The Land Portal, Global Data Barometer, and Open Data Charter are working together at the nexus of open data and land governance. This blog shares how we are bringing our complementary expertise and passions for more open and transparent land data systems.
Right now, we lack a baseline understanding of the extent to which various land information is available, accessible, and open across the world. Case studies of open land information use are scarce. Governments and other stakeholders do not use a common global framework for deciding which land-related datasets to create or make open, or how to integrate these with other datasets, though there are now several initiatives trying to fill this gap. Different stakeholder groups including private sector, legal community, governments, technology community and geospatial specialists often have parallel conversations about their data needs. Increasing access to land-related data is a key part of building an information ecosystem for land governance. Effective use of open land data can support better informed decision and policy making, help secure land rights for the most marginalised, and support the fight against land-related corruption.

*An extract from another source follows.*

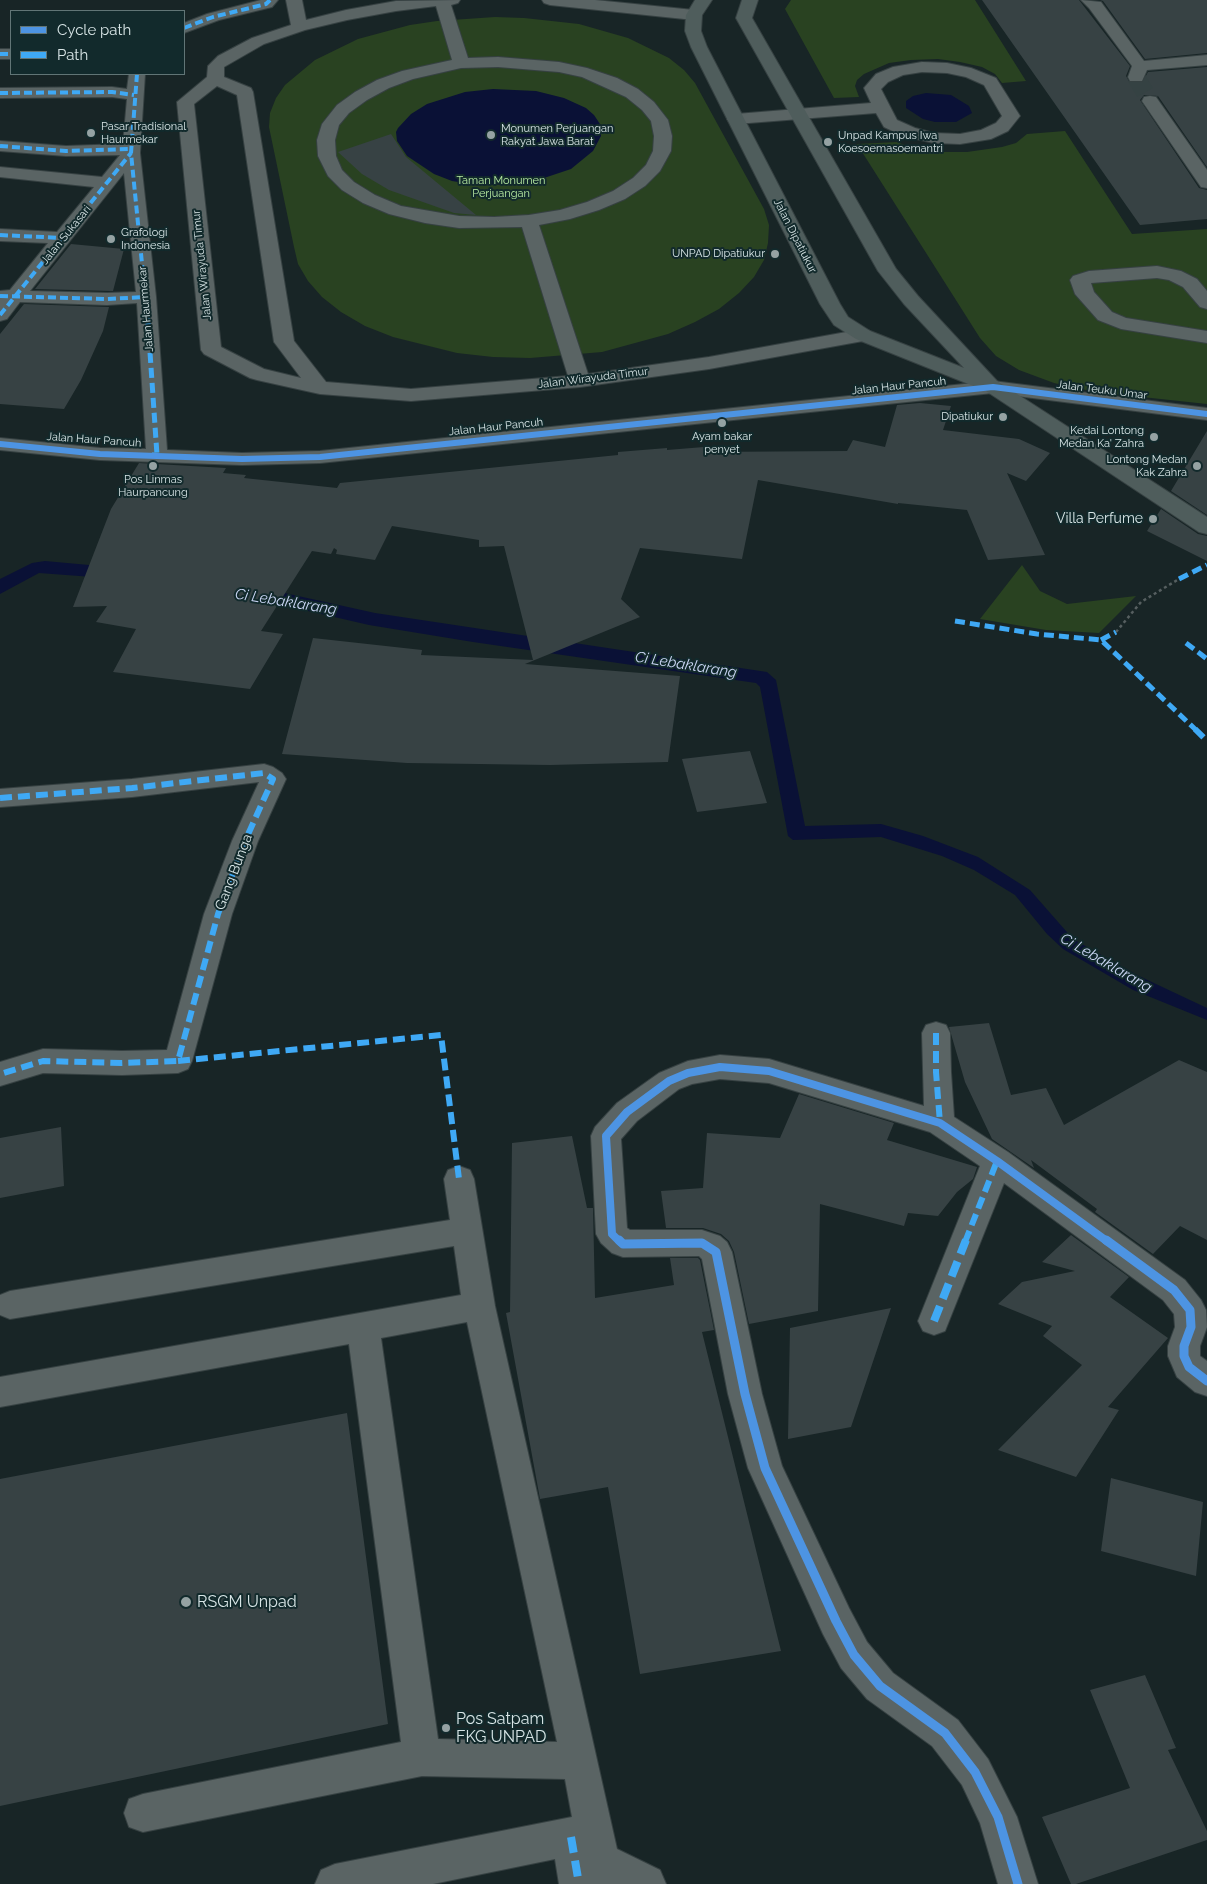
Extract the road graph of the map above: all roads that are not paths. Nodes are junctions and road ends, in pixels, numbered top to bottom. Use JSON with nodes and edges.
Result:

Global partnership approach
Over the last two years the Land Portal Foundation has collaborated with Global Data Barometer and Open Data Charter to embed land issues within key open data activities. Our partnership aims to deliver tools needed to understand and strengthen national land information ecosystems, and ultimately enable a more open state wherein accessible information and responsible re-use of data can create positive change.
In 2019 the Land Portal developed a methodology to assess country level land information ecosystems, assessing the availability and accessibility of data on: Land tenure; Land cover, use and management; Land disputes; Human settlements; Land markets and financing; and Land, climate change and environment. This method has been applied to develop in-depth State of Open Land Information (SOLI) reports on Kenya, Uganda, South Sudan and Tanzania and South Africa thus far.
In parallel, Land Portal has been engaging with the development of the Global Data Barometer, a new benchmark supported by the International Development Research Centre , the United Nations Population Fund, and numerous regional and thematic partners such as the Open Government Partnership, Transparency International, among others (building on the Open Data Barometer), which will provide insight into government data capability, data availability, and data use, across 100+ countries.
A land module within the Global Data Barometer will provide a baseline on the state of open land information worldwide, drawing on a network of 100+ country expert researchers to identify regional leaders and laggards in making land data available, and assessing the extent to which countries have the frameworks in place for responsible re-use of data. The Global Data Barometer’s survey will also surface potential case studies of land data re-use, and will provide insights to target future in-depth SOLI reports.
These two projects -- the land module and the SOLI reports -- will be mutually reinforcing, with the global study highlighting the comparative position of different countries, and supporting research into contextual best-fit strategies to open up land information in different countries and regions. The national SOLI process supports multi-stakeholder action to improve land information ecosystems.
To support the development of country level strategies to open up land information Land Portal and the Open Data Charter have worked together to develop an Open Up Guide for Land Governance. It is a practical guide to help governments collect and release land-related data for improved citizen engagement, decision-making, and innovation. The Open Up Guide on Land Governance is a tool to enable stakeholders to develop a clear roadmap.
The Open Up Guide on Land Governance is built upon a consolidated research methodology of the Open Data Charter. Open Data Charter’s Open Up Guides provide a model for stakeholders to come together and agree on:
Key thematic datasets and standards
Level of openness of these key datasets
Key use cases for open data in a particular domain
A common framework to collaboratively prioritize datasets
Existing Open Up Guides on agriculture, anti-corruption and the environment have been used to support regional collaboration, and to secure government commitments to greater availability and usability of data. An Open Up Guide is not just another toolkit or handbook - but instead is the result of a process of stakeholder engagement to find the alignment between different data needs, and to provide a framework that can support country-level advocacy and action planning.